Airlines have drastically cut back their route networks, and expect a recovery to take several years. Unfortunately this has caused layoffs at many airlines. Among those employees who are sticking around at airlines, some creative arrangements are needed to keep people efficiently employed.
Well, Qatar Airways seems to have a creative solution for keeping some cabin crew busy in the coming months…
In this post:
Qatar Airways flight attendants take on call center positions
Qatar Airways has asked select cabin crew to work in the company’s call centers, including managing some social channels. This is a three month job assignment that starts on August 2.

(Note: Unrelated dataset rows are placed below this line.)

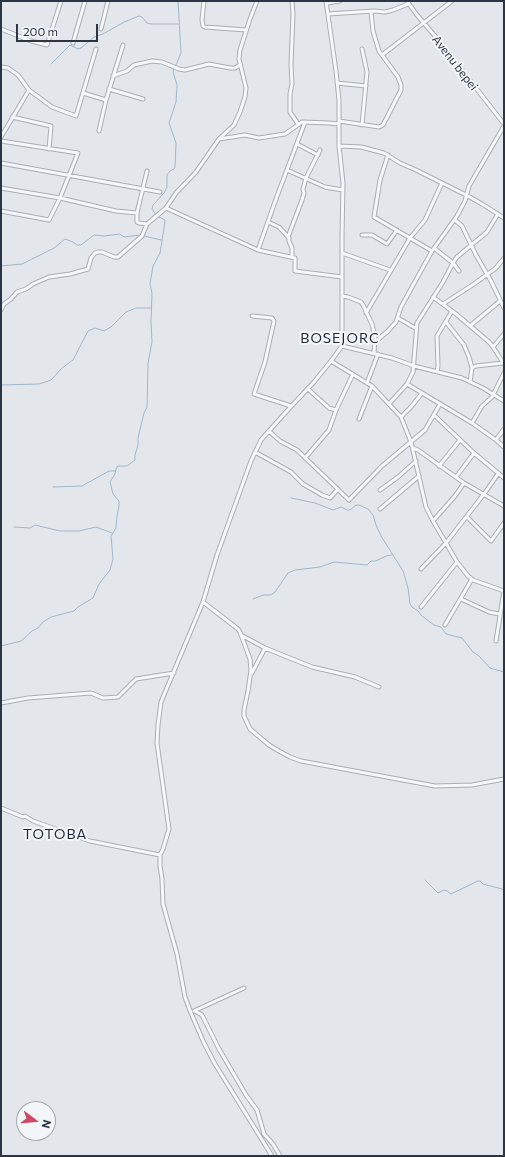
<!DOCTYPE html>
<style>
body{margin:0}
#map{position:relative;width:505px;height:1157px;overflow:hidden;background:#e3e7eb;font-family:Commissioner,sans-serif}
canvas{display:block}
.frame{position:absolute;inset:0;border:2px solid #2b3544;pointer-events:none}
.north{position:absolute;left:16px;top:1101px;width:40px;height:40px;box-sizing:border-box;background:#f3f6f8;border:1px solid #a3a9b0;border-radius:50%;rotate:106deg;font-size:11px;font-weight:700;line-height:16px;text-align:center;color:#2b3544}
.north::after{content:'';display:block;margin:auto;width:14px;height:18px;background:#cf4964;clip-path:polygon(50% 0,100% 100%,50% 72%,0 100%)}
.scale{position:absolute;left:16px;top:24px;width:82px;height:18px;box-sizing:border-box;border:2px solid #2b3544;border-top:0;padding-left:5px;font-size:12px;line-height:14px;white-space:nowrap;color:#2b3544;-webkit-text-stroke:3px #f3f6f8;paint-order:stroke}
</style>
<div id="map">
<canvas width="505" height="1157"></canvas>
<div class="frame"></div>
<div class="north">N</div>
<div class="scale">200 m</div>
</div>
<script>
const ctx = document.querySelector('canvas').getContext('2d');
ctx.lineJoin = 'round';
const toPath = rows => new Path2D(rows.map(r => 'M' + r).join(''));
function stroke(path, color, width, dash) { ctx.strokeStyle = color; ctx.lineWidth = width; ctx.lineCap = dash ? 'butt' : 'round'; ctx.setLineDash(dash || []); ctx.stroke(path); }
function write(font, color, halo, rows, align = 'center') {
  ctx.font = font + ' Commissioner,sans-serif'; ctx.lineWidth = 4; ctx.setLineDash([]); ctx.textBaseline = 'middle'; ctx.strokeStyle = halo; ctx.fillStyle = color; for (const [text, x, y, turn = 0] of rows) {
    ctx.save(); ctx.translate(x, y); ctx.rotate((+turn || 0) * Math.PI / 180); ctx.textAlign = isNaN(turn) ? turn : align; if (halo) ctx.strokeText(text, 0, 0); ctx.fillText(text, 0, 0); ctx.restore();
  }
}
const stream = toPath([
 [51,64,70,45,78,49,81,48,94,37,103,34,124,22,139,16,142,17,147,23,151,24,179,24],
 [176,65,181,53,178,1],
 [1,266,22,264,54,248,65,239,73,242,77,245,81,245,94,235,104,236,120,234,124,237,140,235,161,240],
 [1,385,39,384,51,380,62,368,73,360,88,331,95,328,104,331,111,327,126,312,136,308,151,308],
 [53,487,82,486,109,471,116,471],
 [291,498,315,503,333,510,341,507,347,510,350,510,356,505,359,505,368,509,373,515,376,525,381,536,403,571,408,588,410,604,412,607,418,611,422,616,434,625,441,627,446,634,462,638,473,652,479,656,490,668,504,672],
 [14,527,30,528,35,525,60,531,79,531,96,527,112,533],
 [253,599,263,595,271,595,275,592,288,573,295,570,320,567,334,562,367,565,371,561,376,561,386,556,392,555],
 [1,646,21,641,32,631,38,628,43,622,51,617,74,611,78,607,93,598,99,584,110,570,113,559,111,536,116,528,117,516,119,506,119,501,113,494,110,482,115,474,116,469,118,466,127,466,135,460,135,455,138,445,138,438,144,413,147,407,148,363,152,342,151,322,152,293,150,284,153,266,160,253,165,222,165,220,157,216,152,209,153,205,164,193,167,187,167,175,170,171,174,169,175,167,176,143,169,123,176,102,177,85,173,72,174,68],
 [425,880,438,893,444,890,447,891,451,894,478,881,480,881,483,884,502,889,504,891]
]);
const minor = toPath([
 [204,1,202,20,203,26,205,27,246,30],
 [292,1,293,14,291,64,292,84,290,94,290,112,298,124],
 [407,1,417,15,441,43,504,124],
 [327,3,340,1],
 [328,14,374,11,385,12,393,10,408,4],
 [1,29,31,41,47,45,61,1],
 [101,29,108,1],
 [73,43,85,1],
 [362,49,367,72,362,125],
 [382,55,452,1],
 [1,67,8,68,18,75,29,90,52,107,76,116,96,49],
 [113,76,127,71,134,65,152,61,162,62,179,69,185,70,209,64,230,68,235,68,240,65],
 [337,83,366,86],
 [109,89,143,99],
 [83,93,106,100],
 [12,117,51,126,49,149],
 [339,121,379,127,383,125,401,90,401,85,398,77,379,51,373,31,371,12],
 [99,131,106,100,123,45],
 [1,137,29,90],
 [219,139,245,135,259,138,285,134,302,122,329,123,339,124],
 [1,141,78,153,60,198,49,220,1,211],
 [297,144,318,155],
 [339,146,361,147,384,153,400,163,416,170,466,195,482,204,504,218],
 [388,155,380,180,374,217,432,251],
 [1,163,160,192],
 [287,170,325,187,343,190],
 [1,188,60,198,116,211,137,213],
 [166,208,258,250,295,258,295,271,342,277],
 [455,220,462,226,476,255,491,281,504,308],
 [268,222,279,227,289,238,289,241,292,248,292,257],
 [147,224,139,223,137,222,137,213,147,171],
 [362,235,372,235,387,244,397,230],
 [288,237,302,200,304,193,303,189,306,178,320,150],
 [434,248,453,263,459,271],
 [258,250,276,199,305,122],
 [342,253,390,270],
 [342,296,348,297,361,302,363,305,372,324,375,337,374,353],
 [433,297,456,314,489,342,493,347,504,364],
 [443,304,474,284,496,268,504,258],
 [1,310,4,304,11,299,17,292,26,289,33,284,49,277,70,274,88,269,91,258,95,253,98,252,102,252,114,257,118,257,142,236,147,224,166,208,176,193,196,172,219,139,234,125,240,112,245,97,246,88,239,59,240,50,250,19,257,1],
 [366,313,410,238,425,220,442,183],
 [252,316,272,318,274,321,265,362,254,394,291,406],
 [398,318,415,328],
 [446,322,464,345,469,357,472,368,470,382],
 [470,326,500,301],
 [375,342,388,331,396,322,401,307,432,251,457,216,465,201,469,186,504,126],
 [342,346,392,358,414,366,462,378,483,388,504,401],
 [493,347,504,334],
 [331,361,372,386,401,417,411,442,426,507,433,521,446,543,457,562,468,576,473,580,504,591],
 [472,368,476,366,503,363],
 [437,372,438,366,437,336,452,311],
 [367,383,378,354],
 [407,384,472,423,496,440,504,447],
 [308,389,329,408,336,410],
 [389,404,407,384,413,372,417,323,443,282,453,263,457,257,487,232,498,214],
 [434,415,474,453,504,478],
 [401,417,411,407,422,393],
 [359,419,372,386],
 [472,423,482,406,492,397,504,373],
 [269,431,280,441,297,450,349,500,382,466,425,430,440,404],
 [496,440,504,429],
 [413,448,418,450,464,483,504,506],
 [255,452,291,472,303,484,322,495,330,498,338,489],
 [305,458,329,430,336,410,353,374],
 [439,466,460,440],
 [456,477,474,453],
 [380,490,398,477,416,461],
 [380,509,419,476],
 [467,517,491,541,504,523],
 [433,521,455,496,464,483],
 [421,569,446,543,484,494,498,474],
 [461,599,489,612,499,614],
 [203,602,238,629,240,632,250,659,251,670,248,691,244,710,244,716,250,729,269,745,279,751,290,757,301,761,435,786,472,785,504,779],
 [421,607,457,562],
 [445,625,472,579],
 [241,635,265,648,312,667,355,677,379,687],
 [496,641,504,591],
 [252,673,265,648],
 [1,703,28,698,91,693,103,698,118,697,136,679,174,673],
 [1,808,23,817,25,816,33,821,90,841,160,855],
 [194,1011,244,988],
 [195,1011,202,1015,219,1049,246,1095,257,1110,264,1134,273,1144,280,1156],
 [272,1156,215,1064,204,1043,191,1013,185,997,177,954,163,904,162,879,160,866,160,855,163,849,169,829,157,743,158,725,161,702,203,602,217,555,251,461,261,440,286,412,314,382,331,361,342,346,342,237,343,183,339,146,339,100,336,71,326,1]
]);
const streetNames = [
 ["Avenu bepei",455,63,52]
];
const quarterNames = [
 ["BOSEJORC",340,338],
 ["TOTOBA",55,834]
];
stroke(stream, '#9fb6cb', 1);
stroke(minor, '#a8aeb6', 5);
stroke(minor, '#f6f7f9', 3);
write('12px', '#2b3544', '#f3f6f8', streetNames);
ctx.letterSpacing = '1px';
write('14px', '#1d2635', '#f3f6f8', quarterNames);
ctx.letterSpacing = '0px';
</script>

As the assignment is described, the company is continuing to navigate the effects of the COVID-19 pandemic, and this has caused the demands of customers to change. The company’s commitment to the customer experience remains, both on the ground and in the air. As a result, the company needs added support in call centers.
Cabin crew who have taken on this assignment will undergo a training course on August 2, before starting their assignment. They’ll be working nine hour shifts (with breaks) five days per week, and schedules will vary, since the call center operates 24/7.
The company markets this as offering the added benefit of:
- Learning new skills in reservations and ticketing
- Developing new expertise in customer service
- Having a new perspective on a different side of the customer journey
- Offering training in the areas of data protection and data privacy
In light of the pandemic, it’s expected that those working in the call centers will have to wear masks, and workstations will also have to be properly distanced.
This is creative… I guess?
I commend Qatar Airways for trying to shift resources during the pandemic in a way that helps customers. The current pandemic sure has exposed just how outdated airline technology is, and the limited capacity for customers to self-serve reservations online.
At many airlines it’s almost impossible to get through to someone by phone, so there’s no denying that airlines need more people in call centers than in other roles right now.
That being said, is a short training course really sufficient to get flight attendants up to speed on working in a call center? Arguably airline reservations is a fairly skilled job, and there are lots of rules to be aware of.
Consumers already have a hard enough time getting correct answers from reservations agents who have been working in such a role for a decade (hence the “hang up and call again” tactic), so I can only imagine how this will be when you get someone who is on the job for the first day.
I’ll be very curious to see how this situation works out for Qatar Airways.
Some Qatar Airways cabin crew have accepted a three month assignment to work in the call center, starting this month. The good news is that your next call to Qatar Airways may be answered more quickly, while the bad news is that you may get an agent who is especially unknowledgeable, though no fault of their own.
How do you think this will work out for Qatar Airways?